Enterprise Resource Planning (or ERP for short) is an essential software tool for monitoring all kinds of businesses. Originally developed to help manufacturing and distribution businesses keep track of critical processes, ERP technology has become indispensable to companies in all sectors.
No matter how advanced an ERP software product might be, the return on investment you can expect depends on how well it’s implemented, how carefully your team applies its features to the needs of your business, and how many of your core processes are integrated with it.
Here are 6 common factors that block ERP effectiveness:
1. Internal Resistance
People differ in their ability to tolerate change, especially if it means adapting to an unfamiliar work routine. IT departments often spend a lot of time getting the product ready for the organization, but very little getting the organization ready for the product. Helping people connect ERP benefits to their individual work success can go a long way toward boosting adoption and their shared investment in making ERP work. This includes implementing upgraded process that align with the ERP features and continued training.
2. Failure to Configure
ERP needs vary greatly between companies, even in the same industry. Architecture and engineering or industrial automation firms may focus on document control, utilization metrics, or job costing, for example, where manufacturing and distribution companies may need more robust productivity, procurement, or inventory capabilities. Successful ERP deployment demands careful early process mapping to ensure the best fit between configurable features and the way you actually keep track of your core processes.
3. Hidden Costs
Sometimes ERP platforms underperform when initial data migration needs aren’t accounted for in the budget. Controlled and tested data migration is integral to successful implementation. Further proper setup takes a resource commitment that is not always in the ERP license cost. In other cases, trying to “hotwire” a process fit using do-it-yourself code rather than taking the right software configuration or API development steps can spike your cost of ownership later with expensive rework or performance degradation. Appropriately identifying requirements that map to functionality and working with a knowledgeable implementation team will reduce this risk.

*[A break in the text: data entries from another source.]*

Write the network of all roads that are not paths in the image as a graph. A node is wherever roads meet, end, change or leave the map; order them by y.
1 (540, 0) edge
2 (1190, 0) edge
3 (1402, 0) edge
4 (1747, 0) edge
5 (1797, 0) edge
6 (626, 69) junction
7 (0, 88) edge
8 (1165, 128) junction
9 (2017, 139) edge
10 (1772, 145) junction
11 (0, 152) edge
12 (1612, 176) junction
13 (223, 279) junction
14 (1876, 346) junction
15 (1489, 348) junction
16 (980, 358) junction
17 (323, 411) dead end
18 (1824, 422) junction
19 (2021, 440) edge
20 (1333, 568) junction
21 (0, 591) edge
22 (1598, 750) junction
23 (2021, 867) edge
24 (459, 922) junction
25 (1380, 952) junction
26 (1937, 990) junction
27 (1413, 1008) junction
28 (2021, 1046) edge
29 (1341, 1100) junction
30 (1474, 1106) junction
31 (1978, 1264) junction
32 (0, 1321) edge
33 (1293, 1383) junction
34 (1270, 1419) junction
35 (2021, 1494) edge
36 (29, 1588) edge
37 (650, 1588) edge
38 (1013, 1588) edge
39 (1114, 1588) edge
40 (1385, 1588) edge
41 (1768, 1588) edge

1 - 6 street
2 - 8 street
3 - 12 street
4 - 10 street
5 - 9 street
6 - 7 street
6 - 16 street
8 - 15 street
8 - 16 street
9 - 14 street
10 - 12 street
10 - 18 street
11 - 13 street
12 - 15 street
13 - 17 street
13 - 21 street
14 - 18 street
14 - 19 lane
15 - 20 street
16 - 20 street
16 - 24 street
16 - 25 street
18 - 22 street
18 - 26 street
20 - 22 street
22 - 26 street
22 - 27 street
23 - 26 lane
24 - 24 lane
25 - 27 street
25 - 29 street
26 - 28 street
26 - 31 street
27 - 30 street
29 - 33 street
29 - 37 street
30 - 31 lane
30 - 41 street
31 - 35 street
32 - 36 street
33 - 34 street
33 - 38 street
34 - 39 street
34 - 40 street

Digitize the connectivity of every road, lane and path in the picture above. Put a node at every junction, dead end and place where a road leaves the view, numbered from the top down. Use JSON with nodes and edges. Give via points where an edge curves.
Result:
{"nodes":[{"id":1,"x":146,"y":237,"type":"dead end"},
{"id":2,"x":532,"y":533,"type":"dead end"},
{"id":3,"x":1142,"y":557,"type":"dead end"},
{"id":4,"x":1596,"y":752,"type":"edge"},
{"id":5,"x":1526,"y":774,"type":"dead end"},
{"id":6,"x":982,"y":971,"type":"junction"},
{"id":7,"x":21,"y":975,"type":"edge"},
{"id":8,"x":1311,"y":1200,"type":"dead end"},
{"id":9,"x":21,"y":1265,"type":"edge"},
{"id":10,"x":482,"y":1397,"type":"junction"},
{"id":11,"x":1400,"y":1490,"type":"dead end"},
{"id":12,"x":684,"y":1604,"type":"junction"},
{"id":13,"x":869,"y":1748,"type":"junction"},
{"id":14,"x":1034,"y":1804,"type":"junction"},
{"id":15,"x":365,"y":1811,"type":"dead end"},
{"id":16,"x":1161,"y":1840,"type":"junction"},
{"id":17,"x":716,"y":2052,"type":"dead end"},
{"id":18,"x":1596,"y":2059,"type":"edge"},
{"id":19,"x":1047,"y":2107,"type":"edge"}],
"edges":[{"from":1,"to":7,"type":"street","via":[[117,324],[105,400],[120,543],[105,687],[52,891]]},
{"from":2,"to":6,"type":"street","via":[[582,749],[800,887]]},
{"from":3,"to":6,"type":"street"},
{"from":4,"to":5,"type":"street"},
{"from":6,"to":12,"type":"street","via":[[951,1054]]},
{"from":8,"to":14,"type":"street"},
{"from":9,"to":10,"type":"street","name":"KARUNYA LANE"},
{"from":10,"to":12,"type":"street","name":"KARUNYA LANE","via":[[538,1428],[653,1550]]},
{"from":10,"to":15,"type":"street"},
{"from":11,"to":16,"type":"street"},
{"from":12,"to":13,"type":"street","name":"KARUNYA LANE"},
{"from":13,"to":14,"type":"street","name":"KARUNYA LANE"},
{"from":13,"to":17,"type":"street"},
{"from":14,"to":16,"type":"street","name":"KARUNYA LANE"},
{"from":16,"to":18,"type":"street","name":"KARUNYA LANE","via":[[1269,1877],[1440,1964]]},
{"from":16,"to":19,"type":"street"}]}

4. Avoiding or Delaying Upgrades
Software as a Service (SAAS) models, managed services contracts, and a variety of on-premise licensing configurations come with different system upgrade agreements. It takes vigilance to make sure that your organization is keeping up with critical security updates and new feature releases. It is also crucial to keep your employee community informed of these updates and the impact they have on human activity.
5. Lack of Testing
Human error can creep into even the most advanced ERP platforms during implementation including data migration, during upgrades and most often post-hypercare when the elevated level of support ends in day-to-day activity by staff. Organizations that get the best return on their ERP investment support it with rigorous data management policies and risk and control frameworks. They have controls and procedures in place to validate ERP output and ensure complete and accurate financial statements and operational performance numbers.
6. Manual Legacy Systems
Finally, processes that rely on external calculations, spreadsheets, or other kinds of offline analytics can put the reliability of your ERP platform at risk if not mapped appropriately for ERP implementation. Therefore, thorough process mapping and fully vetted data migration steps are crucial to successful ERP implementation. If manual legacy systems exist in your business that work with your ERP, it is important to control and test these systems and controls. Each time data or documents leave your system for manual intervention, you may expose your company to potential error, data corruption, or costly security breaches.